### What to produce
Go through the listing beneath and show each line containing the string "Left".

### Material for the task
· · ·

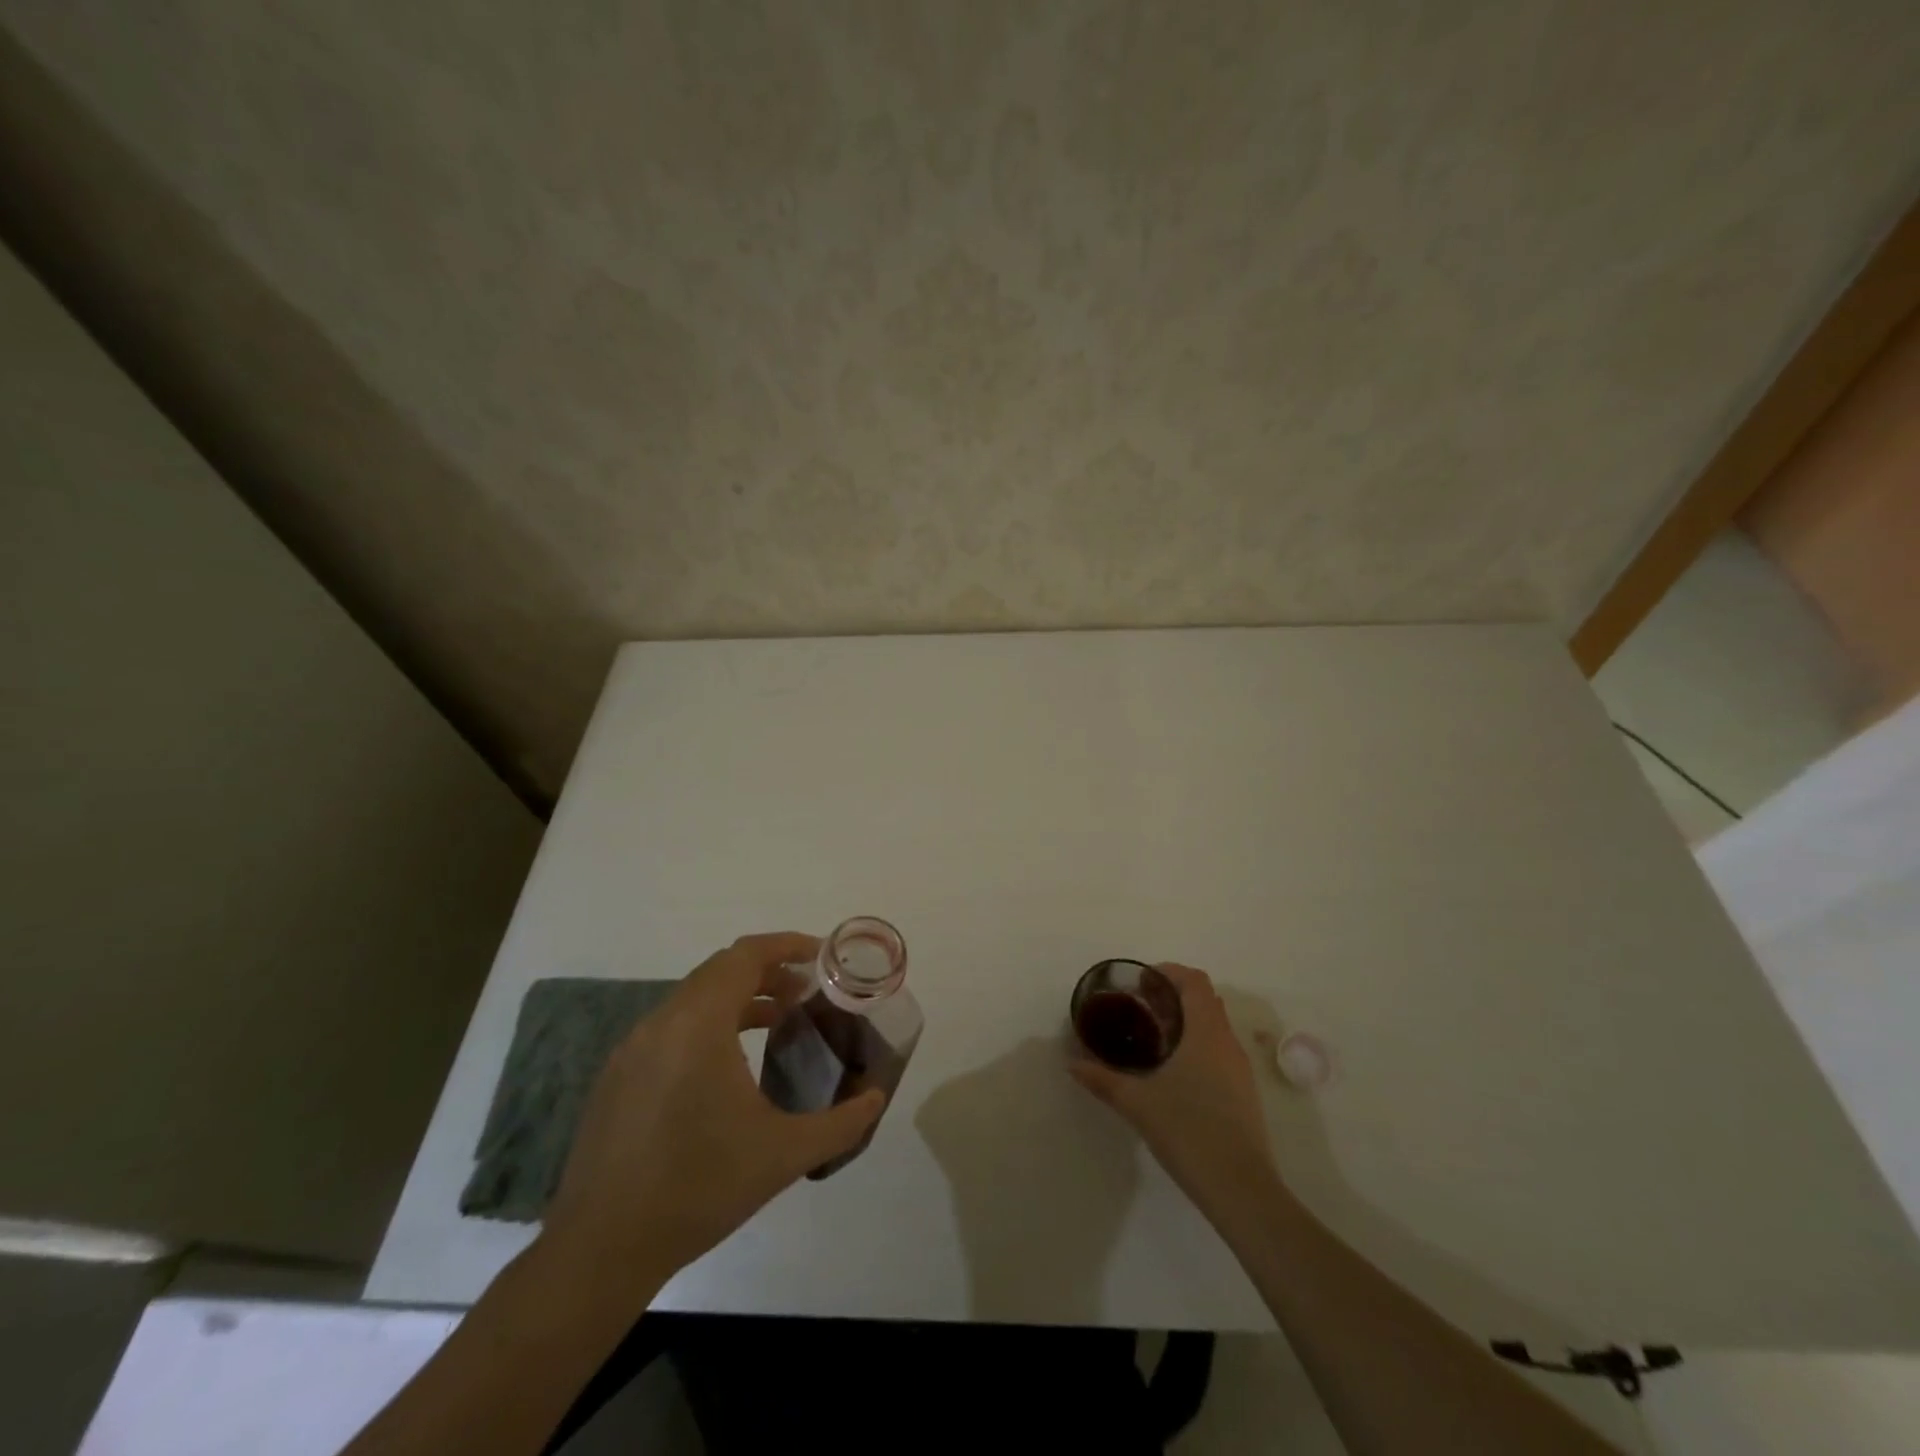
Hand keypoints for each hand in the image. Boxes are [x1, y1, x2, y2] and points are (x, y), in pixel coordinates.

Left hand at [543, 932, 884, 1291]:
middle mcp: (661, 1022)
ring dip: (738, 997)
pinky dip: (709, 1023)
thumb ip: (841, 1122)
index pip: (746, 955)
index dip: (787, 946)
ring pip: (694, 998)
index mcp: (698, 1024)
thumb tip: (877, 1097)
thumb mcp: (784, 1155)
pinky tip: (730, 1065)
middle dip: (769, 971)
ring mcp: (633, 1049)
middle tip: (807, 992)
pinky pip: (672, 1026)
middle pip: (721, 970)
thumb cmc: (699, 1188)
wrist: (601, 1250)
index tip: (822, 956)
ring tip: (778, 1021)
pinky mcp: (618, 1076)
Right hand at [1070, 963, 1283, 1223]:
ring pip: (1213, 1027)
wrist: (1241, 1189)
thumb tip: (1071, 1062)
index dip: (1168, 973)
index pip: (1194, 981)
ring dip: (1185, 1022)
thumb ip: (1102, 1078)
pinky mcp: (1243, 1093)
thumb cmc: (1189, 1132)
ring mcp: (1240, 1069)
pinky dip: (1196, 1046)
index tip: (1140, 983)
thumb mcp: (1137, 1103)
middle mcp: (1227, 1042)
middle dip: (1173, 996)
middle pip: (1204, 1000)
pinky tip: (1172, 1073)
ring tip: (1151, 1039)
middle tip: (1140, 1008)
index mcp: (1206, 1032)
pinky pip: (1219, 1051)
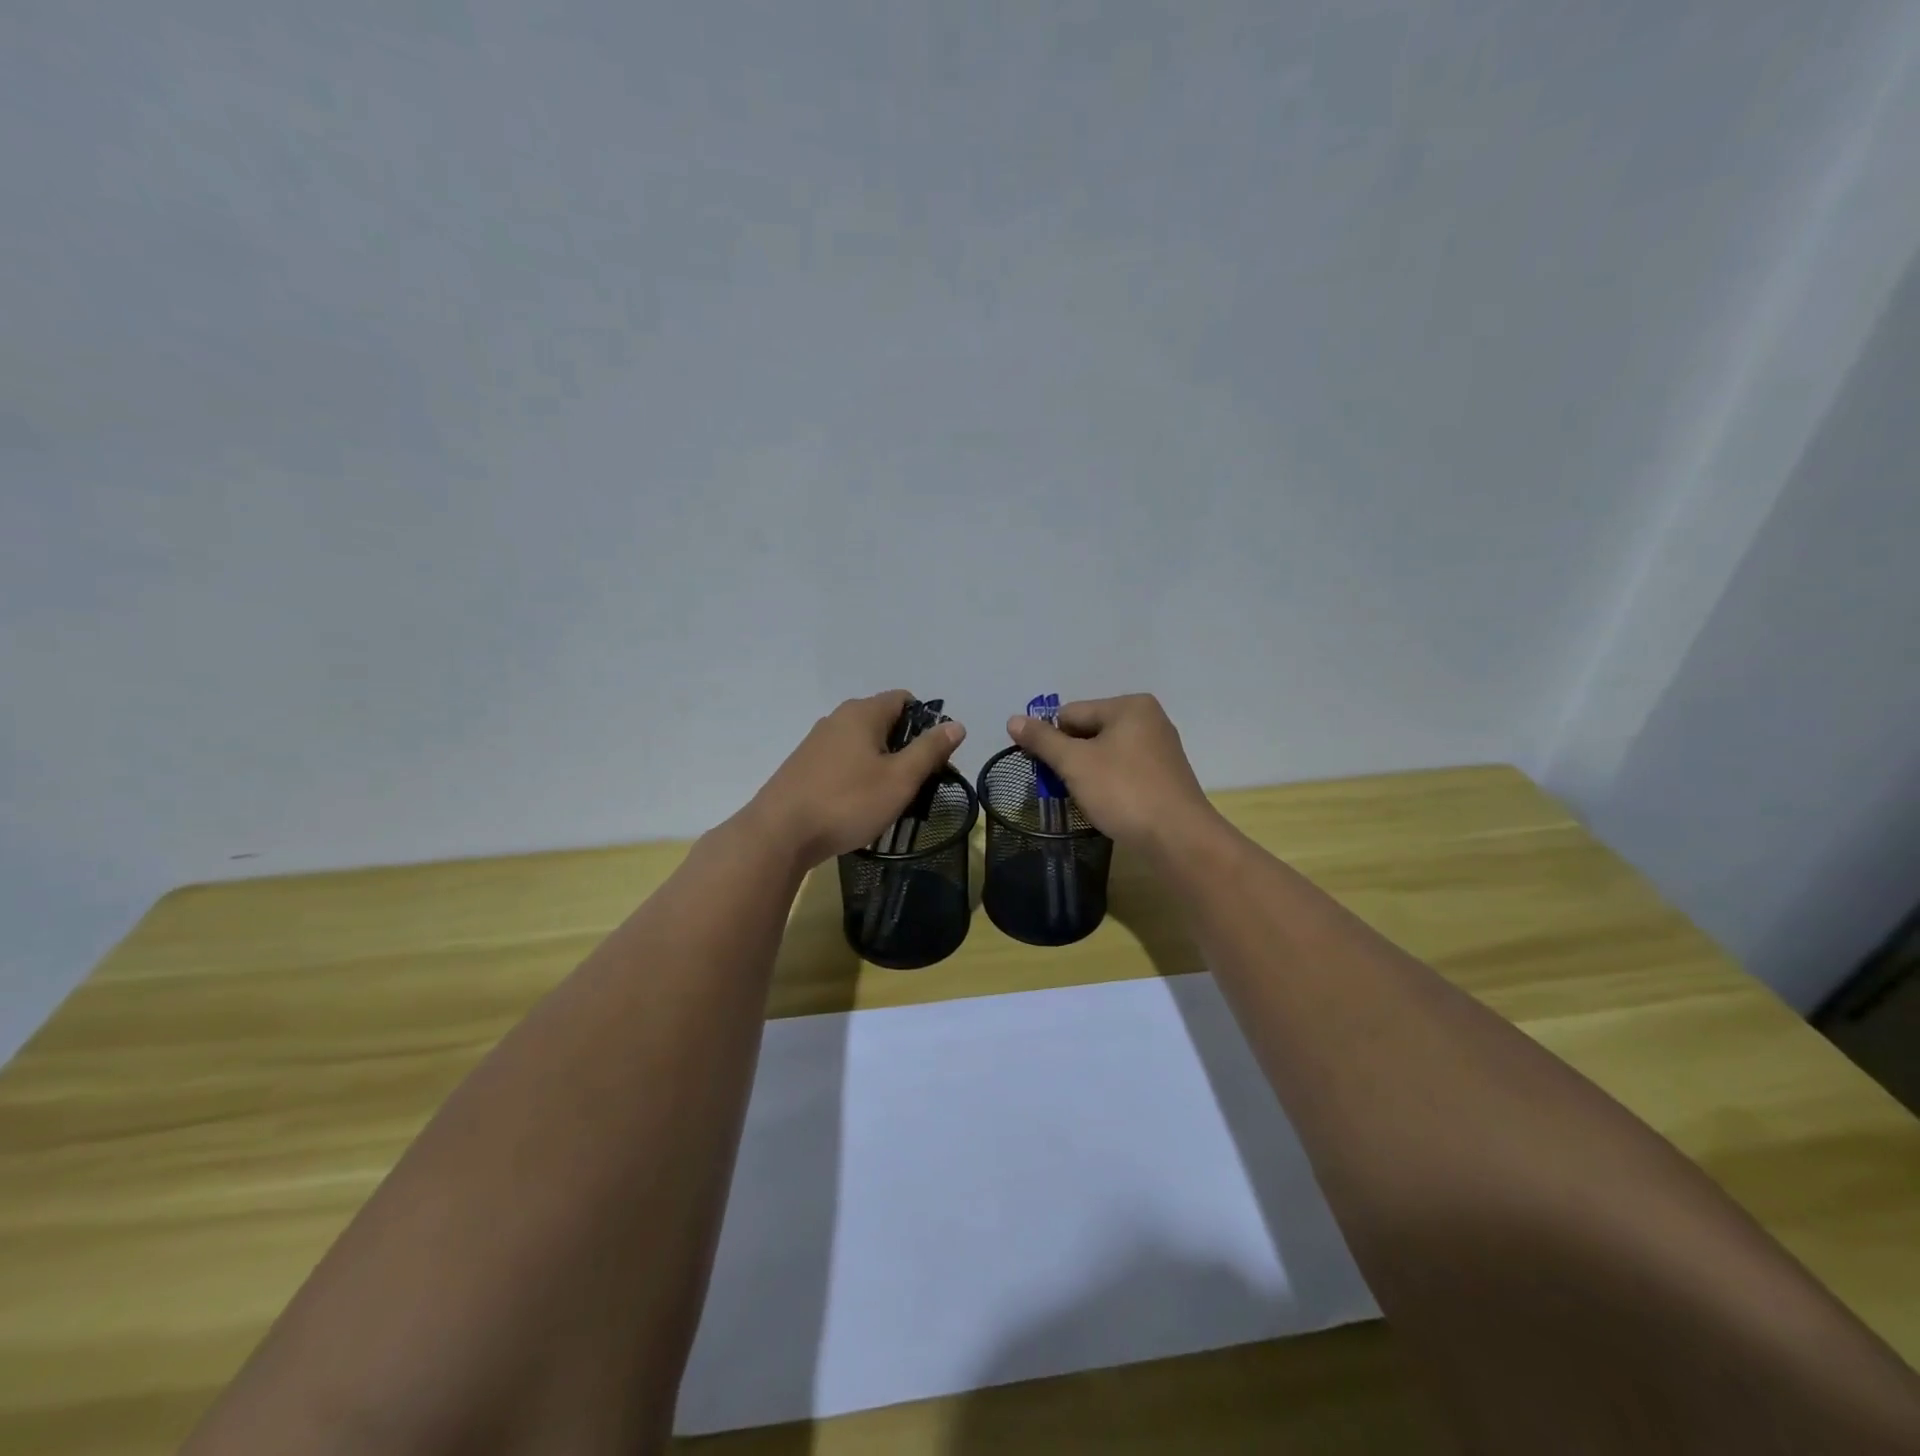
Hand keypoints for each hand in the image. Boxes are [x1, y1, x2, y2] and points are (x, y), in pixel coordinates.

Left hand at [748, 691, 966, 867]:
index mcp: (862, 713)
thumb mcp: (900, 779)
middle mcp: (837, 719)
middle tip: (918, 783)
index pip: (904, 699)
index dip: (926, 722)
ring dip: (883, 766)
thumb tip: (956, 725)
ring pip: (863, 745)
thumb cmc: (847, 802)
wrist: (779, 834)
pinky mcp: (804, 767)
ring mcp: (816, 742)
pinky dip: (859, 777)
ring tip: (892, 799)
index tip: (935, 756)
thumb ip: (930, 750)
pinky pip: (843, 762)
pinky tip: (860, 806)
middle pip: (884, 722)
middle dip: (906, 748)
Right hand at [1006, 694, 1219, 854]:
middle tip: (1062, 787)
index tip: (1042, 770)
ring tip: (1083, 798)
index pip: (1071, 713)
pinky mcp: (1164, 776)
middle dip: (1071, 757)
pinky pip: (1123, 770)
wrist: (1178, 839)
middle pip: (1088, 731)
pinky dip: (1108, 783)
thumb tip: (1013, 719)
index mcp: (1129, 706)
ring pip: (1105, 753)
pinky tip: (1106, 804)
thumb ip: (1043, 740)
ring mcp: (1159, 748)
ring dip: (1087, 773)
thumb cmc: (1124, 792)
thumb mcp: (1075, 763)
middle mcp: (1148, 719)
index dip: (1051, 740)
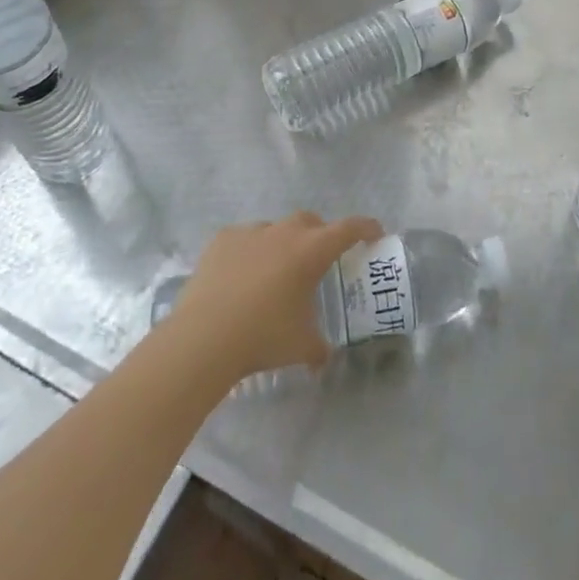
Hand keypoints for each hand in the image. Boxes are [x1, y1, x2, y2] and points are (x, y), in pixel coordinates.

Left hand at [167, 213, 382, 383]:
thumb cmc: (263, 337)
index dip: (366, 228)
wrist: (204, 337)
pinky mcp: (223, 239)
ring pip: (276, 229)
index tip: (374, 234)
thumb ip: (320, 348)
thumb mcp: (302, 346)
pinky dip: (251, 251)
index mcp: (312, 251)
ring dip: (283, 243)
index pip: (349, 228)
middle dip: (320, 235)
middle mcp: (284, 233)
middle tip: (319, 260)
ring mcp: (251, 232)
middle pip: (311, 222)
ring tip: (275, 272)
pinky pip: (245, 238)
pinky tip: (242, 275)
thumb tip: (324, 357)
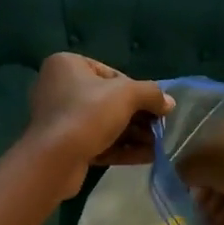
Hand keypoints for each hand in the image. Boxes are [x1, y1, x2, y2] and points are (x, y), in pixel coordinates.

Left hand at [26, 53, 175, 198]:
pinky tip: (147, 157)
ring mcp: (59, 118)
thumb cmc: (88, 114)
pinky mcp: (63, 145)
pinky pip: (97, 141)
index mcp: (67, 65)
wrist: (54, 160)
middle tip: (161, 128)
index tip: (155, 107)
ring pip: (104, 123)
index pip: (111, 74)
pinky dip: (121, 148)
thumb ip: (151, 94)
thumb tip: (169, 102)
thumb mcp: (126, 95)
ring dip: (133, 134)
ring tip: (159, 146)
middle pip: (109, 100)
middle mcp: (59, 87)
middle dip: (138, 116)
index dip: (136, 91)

· · ·

### Output of the task
Left hand at [543, 932, 884, 1291]:
Left hand at [748, 691, 966, 867]:
Left hand at [167, 213, 382, 383]:
Left hand at [26, 53, 175, 198]:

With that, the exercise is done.